**Stored data entries**
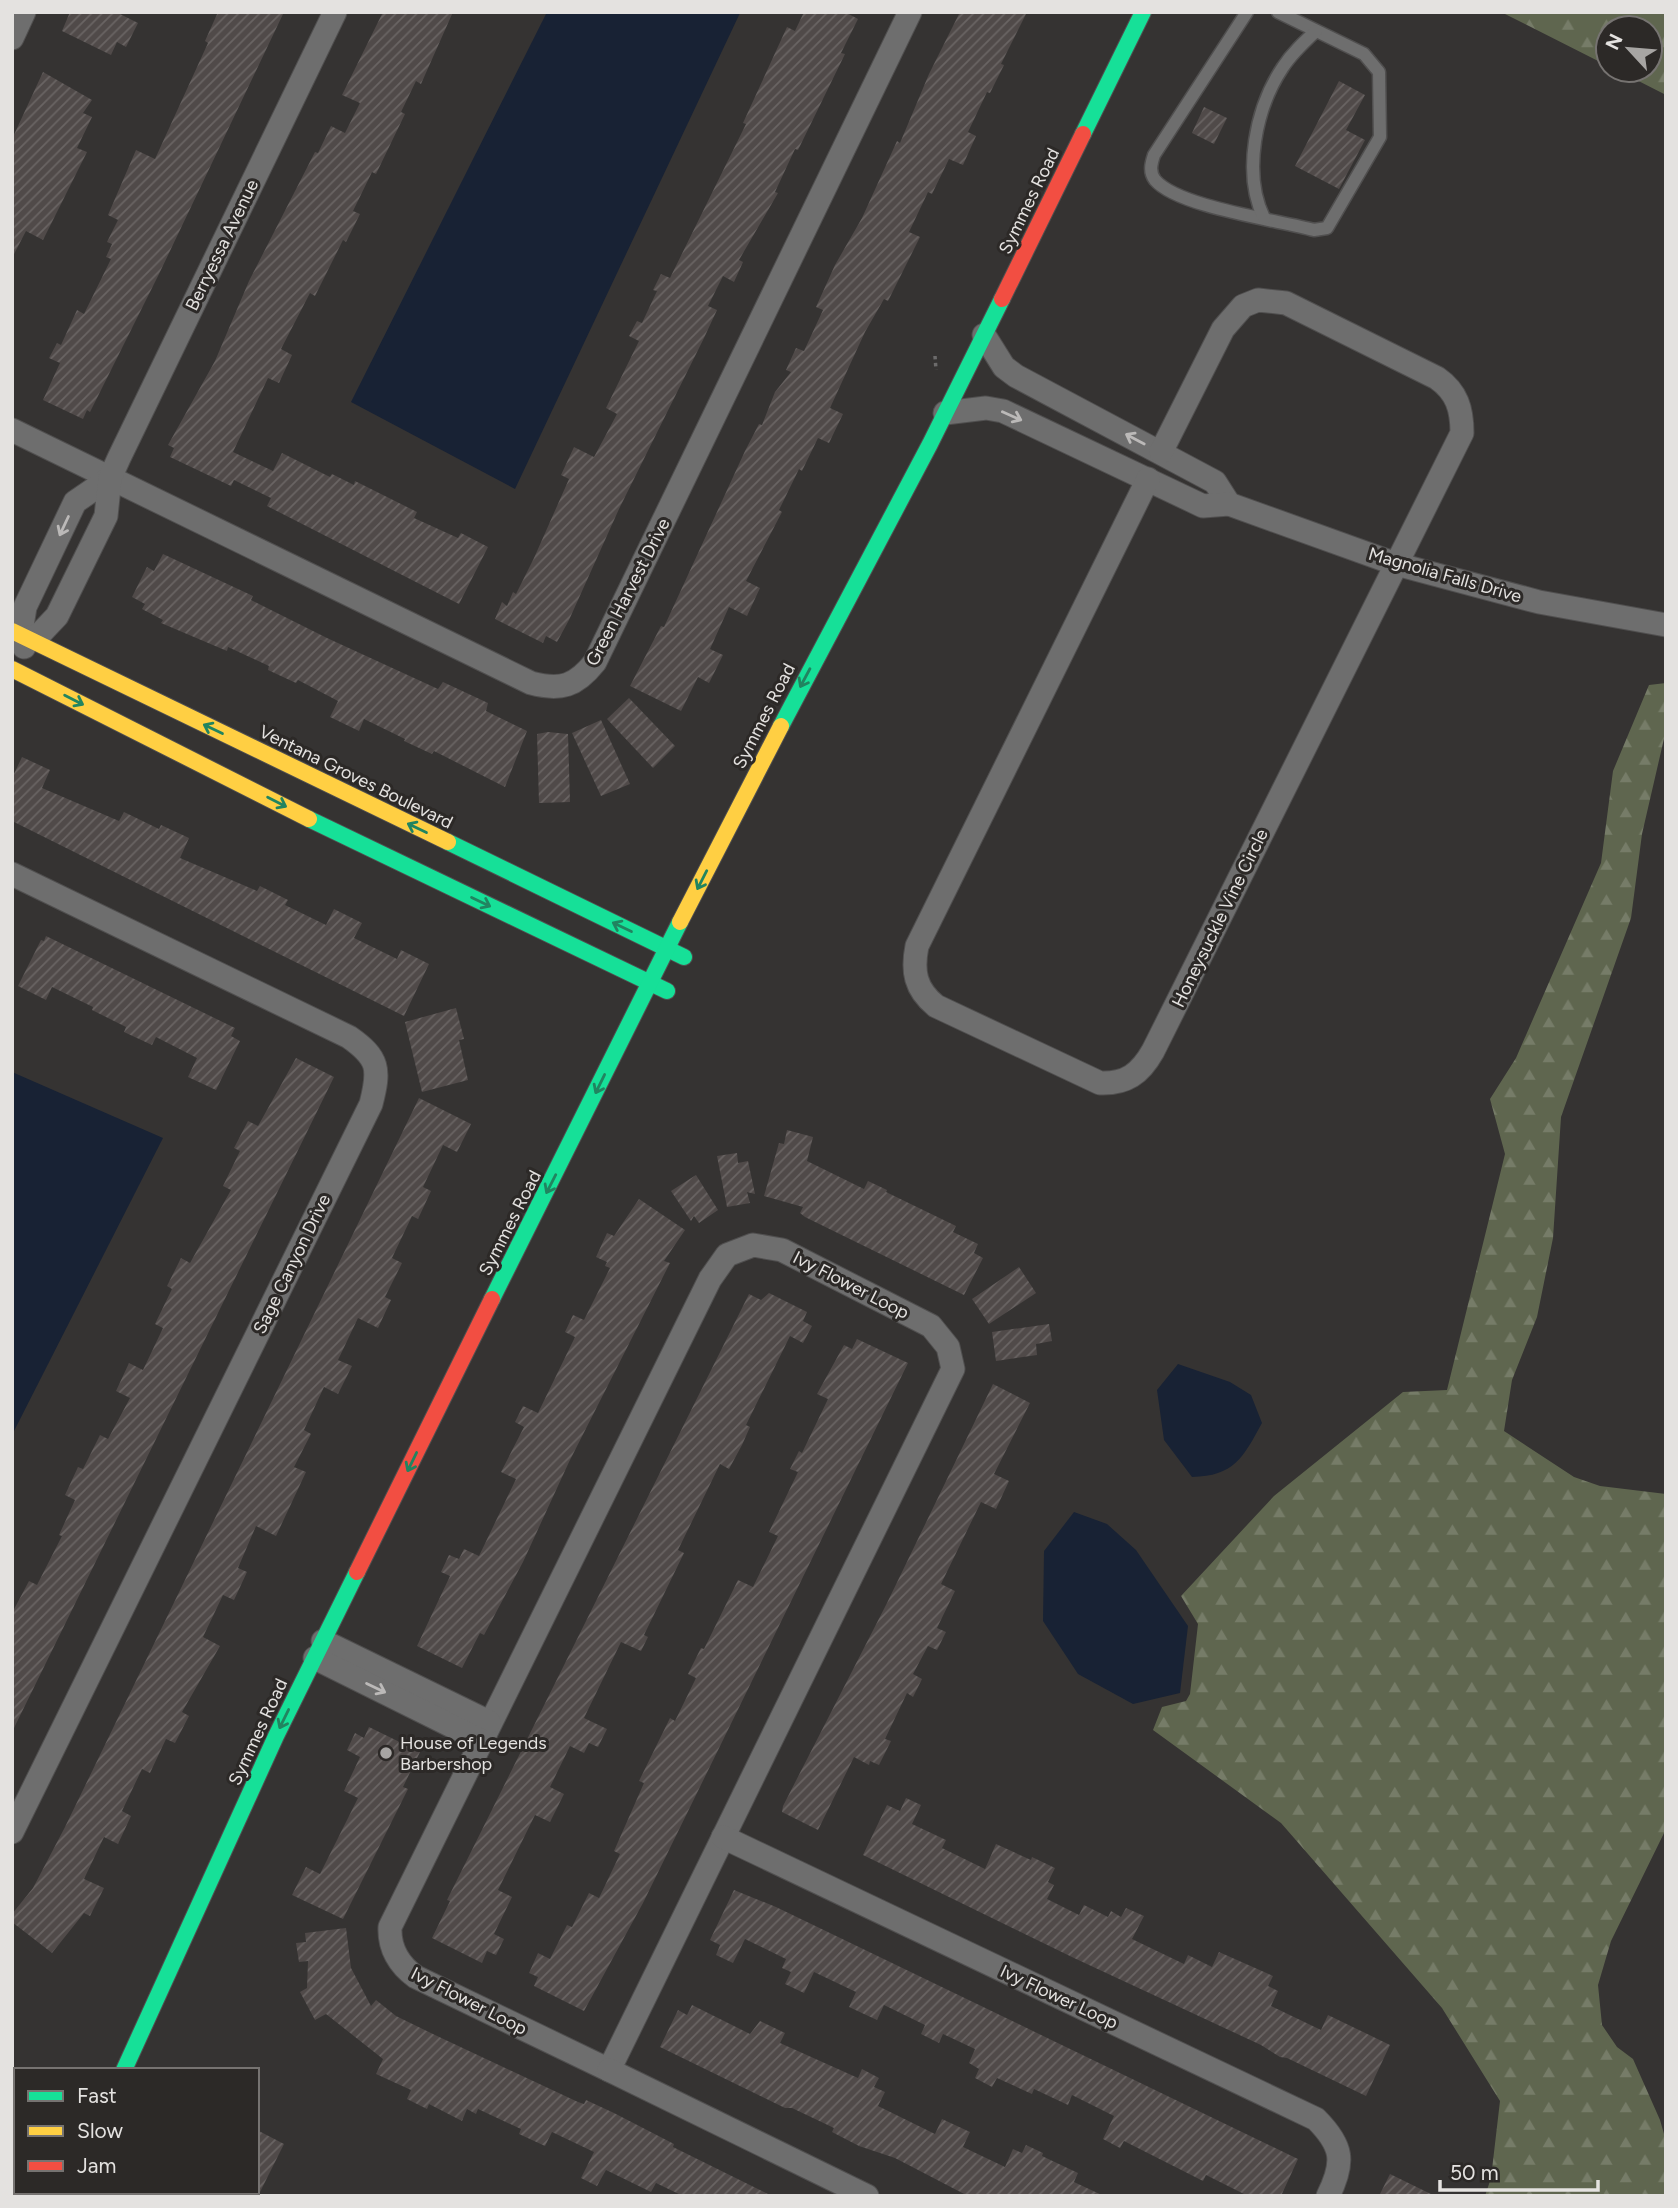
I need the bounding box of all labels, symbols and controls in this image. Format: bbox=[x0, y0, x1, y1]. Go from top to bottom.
north arrow bbox=[1594, 14, 1664, 84]
text: N bbox=[1601, 30, 1628, 53]
street label: Symmes Road bbox=[994, 144, 1064, 258]
street label: Berryessa Avenue bbox=[181, 176, 263, 314]
one-way arrow bbox=[1001, 410, 1022, 423]
one-way arrow bbox=[1125, 431, 1146, 445]
street label: Green Harvest Drive bbox=[581, 514, 675, 670]
one-way arrow bbox=[57, 515, 71, 536]
street label: Magnolia Falls Drive bbox=[1366, 543, 1524, 607]
street label: Symmes Road bbox=[728, 660, 800, 772]
one-way arrow bbox=[798, 667, 812, 687]
one-way arrow bbox=[63, 693, 84, 707]
street label: Ventana Groves Boulevard bbox=[255, 720, 457, 834]
one-way arrow bbox=[203, 721, 224, 735]
one-way arrow bbox=[266, 796, 287, 810]
one-way arrow bbox=[407, 820, 428, 833]
street label: Honeysuckle Vine Circle bbox=[1167, 825, 1273, 1011]
one-way arrow bbox=[694, 869, 708, 890]
one-way arrow bbox=[471, 897, 492, 910]
one-way arrow bbox=[612, 920, 633, 933]
one-way arrow bbox=[593, 1073, 607, 1094]
street label: Symmes Road bbox=[474, 1167, 546, 1279]
one-way arrow bbox=[544, 1173, 558, 1194]
street label: Sage Canyon Drive bbox=[249, 1190, 335, 1338]
street label: Ivy Flower Loop bbox=[789, 1246, 913, 1324]
one-way arrow bbox=[405, 1451, 419, 1472]
street label: Symmes Road bbox=[224, 1675, 292, 1789]
one-way arrow bbox=[365, 1682, 386, 1696]
one-way arrow bbox=[277, 1708, 291, 1729]
place label: House of Legends Barbershop bbox=[400, 1732, 547, 1775]
marker: House of Legends Barbershop bbox=[378, 1745, 394, 1761]
street label: Ivy Flower Loop bbox=[997, 1960, 1121, 2034]
street label: Ivy Flower Loop bbox=[407, 1962, 531, 2040]
legend bbox=[14, 2068, 259, 2194]
text: Fast bbox=[77, 2083, 117, 2108]
text: Slow bbox=[77, 2118, 123, 2143]
scale bar bbox=[1440, 2148, 1598, 2192]
text: Jam bbox=[77, 2153, 116, 2178]
text: 50 m bbox=[1450, 2160, 1499, 2185]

**PROBLEM DESCRIPTION**
Wherever the string "Flower" appears in the entries above, list that line.

**WRITTEN ANSWER**
street label: Ivy Flower Loop bbox=[789, 1246, 913, 1324]
street label: Ivy Flower Loop bbox=[997, 1960, 1121, 2034]
street label: Ivy Flower Loop bbox=[407, 1962, 531, 2040]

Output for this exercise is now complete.